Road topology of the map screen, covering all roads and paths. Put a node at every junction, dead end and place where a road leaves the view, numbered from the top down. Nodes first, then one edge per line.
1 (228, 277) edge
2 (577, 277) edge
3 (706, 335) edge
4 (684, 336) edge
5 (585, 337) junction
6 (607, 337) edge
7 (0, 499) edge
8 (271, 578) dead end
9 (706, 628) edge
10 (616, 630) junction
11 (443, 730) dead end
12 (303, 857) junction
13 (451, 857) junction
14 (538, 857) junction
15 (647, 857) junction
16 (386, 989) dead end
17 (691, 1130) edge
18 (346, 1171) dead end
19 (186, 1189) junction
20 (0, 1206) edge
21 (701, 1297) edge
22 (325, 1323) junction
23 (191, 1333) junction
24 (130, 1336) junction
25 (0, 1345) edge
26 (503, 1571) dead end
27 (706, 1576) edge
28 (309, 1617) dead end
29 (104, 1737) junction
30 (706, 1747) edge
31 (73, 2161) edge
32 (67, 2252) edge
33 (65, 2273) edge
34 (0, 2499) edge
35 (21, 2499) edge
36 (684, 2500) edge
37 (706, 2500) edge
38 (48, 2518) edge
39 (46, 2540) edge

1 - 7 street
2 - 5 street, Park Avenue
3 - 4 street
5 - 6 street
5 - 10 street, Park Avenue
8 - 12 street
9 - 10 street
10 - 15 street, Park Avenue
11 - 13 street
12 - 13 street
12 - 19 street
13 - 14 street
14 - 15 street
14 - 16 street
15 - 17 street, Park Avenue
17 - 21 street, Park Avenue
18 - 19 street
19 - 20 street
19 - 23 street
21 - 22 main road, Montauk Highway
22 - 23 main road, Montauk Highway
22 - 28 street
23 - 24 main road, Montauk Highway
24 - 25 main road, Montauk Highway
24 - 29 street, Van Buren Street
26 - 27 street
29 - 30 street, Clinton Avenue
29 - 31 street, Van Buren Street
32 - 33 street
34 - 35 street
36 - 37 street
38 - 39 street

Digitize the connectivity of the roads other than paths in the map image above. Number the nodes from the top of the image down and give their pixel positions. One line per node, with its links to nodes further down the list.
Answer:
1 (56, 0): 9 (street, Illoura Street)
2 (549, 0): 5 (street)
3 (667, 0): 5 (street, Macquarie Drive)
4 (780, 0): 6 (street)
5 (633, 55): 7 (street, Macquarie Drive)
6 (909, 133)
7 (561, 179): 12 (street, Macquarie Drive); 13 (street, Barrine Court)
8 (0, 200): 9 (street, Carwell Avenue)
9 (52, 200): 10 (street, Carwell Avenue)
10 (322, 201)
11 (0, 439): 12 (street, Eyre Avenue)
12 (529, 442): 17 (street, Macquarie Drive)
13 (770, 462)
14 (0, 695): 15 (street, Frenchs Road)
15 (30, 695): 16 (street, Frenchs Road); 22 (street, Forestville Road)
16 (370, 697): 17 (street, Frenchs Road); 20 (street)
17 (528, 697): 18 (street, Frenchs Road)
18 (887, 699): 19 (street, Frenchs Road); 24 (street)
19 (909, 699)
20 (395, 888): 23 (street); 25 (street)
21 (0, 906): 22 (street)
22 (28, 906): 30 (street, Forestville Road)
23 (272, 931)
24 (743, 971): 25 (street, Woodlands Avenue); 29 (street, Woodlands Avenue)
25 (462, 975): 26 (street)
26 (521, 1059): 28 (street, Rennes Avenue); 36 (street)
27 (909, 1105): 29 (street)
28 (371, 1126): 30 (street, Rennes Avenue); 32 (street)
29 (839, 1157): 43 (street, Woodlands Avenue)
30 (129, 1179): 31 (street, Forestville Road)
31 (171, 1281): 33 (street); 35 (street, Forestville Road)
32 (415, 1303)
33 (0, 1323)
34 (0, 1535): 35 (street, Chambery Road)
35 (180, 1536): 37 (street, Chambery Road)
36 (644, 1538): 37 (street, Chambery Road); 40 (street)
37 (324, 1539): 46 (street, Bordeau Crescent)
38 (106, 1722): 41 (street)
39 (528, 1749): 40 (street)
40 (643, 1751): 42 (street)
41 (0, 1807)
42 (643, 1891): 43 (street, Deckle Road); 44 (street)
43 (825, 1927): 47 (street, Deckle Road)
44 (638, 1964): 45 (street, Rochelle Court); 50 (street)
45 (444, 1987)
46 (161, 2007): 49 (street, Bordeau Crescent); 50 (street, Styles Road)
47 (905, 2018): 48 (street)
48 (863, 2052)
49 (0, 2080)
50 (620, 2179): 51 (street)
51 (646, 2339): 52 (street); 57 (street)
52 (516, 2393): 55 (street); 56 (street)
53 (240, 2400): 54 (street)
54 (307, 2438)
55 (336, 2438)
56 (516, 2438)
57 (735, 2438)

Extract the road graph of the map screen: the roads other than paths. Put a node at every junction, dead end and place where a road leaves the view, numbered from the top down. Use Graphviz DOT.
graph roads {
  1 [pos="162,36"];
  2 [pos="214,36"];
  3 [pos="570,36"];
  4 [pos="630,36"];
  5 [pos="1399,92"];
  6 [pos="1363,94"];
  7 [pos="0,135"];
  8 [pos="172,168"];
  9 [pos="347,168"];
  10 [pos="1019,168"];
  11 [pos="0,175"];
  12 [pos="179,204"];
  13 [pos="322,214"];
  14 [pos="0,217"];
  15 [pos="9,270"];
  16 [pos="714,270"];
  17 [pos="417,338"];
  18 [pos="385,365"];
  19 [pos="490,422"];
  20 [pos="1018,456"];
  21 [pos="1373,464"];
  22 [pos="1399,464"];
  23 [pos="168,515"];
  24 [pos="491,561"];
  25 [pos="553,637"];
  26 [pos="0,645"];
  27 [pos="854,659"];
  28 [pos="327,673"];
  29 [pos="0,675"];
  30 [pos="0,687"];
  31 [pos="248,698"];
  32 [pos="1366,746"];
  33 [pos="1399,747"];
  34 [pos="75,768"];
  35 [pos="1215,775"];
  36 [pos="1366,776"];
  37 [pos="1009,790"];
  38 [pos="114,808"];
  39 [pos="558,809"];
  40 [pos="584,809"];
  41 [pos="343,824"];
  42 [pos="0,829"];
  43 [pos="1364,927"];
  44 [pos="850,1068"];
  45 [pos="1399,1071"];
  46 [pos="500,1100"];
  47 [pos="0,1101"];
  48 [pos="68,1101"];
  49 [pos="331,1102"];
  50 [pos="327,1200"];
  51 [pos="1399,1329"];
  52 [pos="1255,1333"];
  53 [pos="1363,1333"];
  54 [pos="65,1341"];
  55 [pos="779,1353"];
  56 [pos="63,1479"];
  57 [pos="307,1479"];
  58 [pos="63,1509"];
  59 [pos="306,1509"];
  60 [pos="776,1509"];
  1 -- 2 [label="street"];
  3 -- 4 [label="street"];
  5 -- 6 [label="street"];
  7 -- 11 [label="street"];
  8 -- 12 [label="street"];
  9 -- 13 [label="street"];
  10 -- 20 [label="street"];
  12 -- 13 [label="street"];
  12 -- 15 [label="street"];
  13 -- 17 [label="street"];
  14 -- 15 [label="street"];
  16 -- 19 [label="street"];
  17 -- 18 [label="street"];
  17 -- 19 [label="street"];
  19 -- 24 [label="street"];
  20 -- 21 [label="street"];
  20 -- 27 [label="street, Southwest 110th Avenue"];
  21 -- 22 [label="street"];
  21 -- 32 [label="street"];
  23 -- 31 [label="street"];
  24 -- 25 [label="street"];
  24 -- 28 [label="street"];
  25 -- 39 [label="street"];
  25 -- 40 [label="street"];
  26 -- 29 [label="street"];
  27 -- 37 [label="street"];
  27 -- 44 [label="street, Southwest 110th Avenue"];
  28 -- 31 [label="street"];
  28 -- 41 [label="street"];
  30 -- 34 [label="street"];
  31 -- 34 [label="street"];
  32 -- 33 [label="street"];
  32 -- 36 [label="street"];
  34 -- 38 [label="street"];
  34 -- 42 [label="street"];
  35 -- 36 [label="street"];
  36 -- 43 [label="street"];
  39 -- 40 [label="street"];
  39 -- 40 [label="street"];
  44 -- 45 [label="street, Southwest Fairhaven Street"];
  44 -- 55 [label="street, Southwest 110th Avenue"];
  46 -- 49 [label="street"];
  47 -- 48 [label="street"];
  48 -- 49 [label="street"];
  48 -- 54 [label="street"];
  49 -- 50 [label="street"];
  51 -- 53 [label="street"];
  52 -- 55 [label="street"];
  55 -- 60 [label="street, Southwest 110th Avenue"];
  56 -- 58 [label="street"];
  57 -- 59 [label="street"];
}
━━━━━━━━━━
▶ EXERCISE PROMPT
Go through the entries above and copy each line with "every" in it.

▶ RESPONSE TO THIS EXERCISE
Road topology of the map screen, covering all roads and paths. Put a node at every junction, dead end and place where a road leaves the view, numbered from the top down. Nodes first, then one edge per line.
Extract the road graph of the map screen: the roads other than paths. Put a node at every junction, dead end and place where a road leaves the view, numbered from the top down. Use Graphviz DOT.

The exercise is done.